WORK TASK –
Exactly as written, reproduce all of the entries.

Records from a data source –
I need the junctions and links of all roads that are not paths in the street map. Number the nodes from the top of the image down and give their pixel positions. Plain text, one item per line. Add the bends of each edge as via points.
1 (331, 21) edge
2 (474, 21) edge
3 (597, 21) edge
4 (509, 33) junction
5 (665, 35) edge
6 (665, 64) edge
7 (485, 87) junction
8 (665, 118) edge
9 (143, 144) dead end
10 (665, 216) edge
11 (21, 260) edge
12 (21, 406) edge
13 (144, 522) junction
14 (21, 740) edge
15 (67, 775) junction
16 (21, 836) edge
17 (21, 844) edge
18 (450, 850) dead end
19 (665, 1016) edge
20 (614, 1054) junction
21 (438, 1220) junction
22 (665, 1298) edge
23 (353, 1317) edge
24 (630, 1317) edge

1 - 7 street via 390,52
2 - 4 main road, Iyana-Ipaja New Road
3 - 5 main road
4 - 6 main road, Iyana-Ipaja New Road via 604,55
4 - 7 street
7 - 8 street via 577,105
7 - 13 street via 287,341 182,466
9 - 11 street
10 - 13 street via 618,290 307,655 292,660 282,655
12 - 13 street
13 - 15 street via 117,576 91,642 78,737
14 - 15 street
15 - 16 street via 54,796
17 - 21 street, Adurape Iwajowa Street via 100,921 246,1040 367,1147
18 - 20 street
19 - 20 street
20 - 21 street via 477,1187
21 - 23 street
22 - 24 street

TASK RESPONSE –
I need the junctions and links of all roads that are not paths in the street map. Number the nodes from the top of the image down and give their pixel positions. Plain text, one item per line. Add the bends of each edge as via points.
1 (331, 21) edge
2 (474, 21) edge
3 (597, 21) edge
4 (509, 33) junction
5 (665, 35) edge
6 (665, 64) edge
7 (485, 87) junction
8 (665, 118) edge
9 (143, 144) dead end
10 (665, 216) edge
11 (21, 260) edge
12 (21, 406) edge
13 (144, 522) junction
14 (21, 740) edge
15 (67, 775) junction
16 (21, 836) edge
17 (21, 844) edge
18 (450, 850) dead end
19 (665, 1016) edge
20 (614, 1054) junction
21 (438, 1220) junction
22 (665, 1298) edge
23 (353, 1317) edge
24 (630, 1317) edge

1 - 7 street via 390,52
2 - 4 main road, Iyana-Ipaja New Road
3 - 5 main road
4 - 6 main road, Iyana-Ipaja New Road via 604,55
4 - 7 street
7 - 8 street via 577,105
7 - 13 street via 287,341 182,466
9 - 11 street
10 - 13 street via 618,290 307,655 292,660 282,655
12 - 13 street
13 - 15 street via 117,576 91,642 78,737
14 - 15 street
15 - 16 street via 54,796
17 - 21 street, Adurape Iwajowa Street via 100,921 246,1040 367,1147
18 - 20 street
19 - 20 street
20 - 21 street via 477,1187
21 - 23 street
22 - 24 street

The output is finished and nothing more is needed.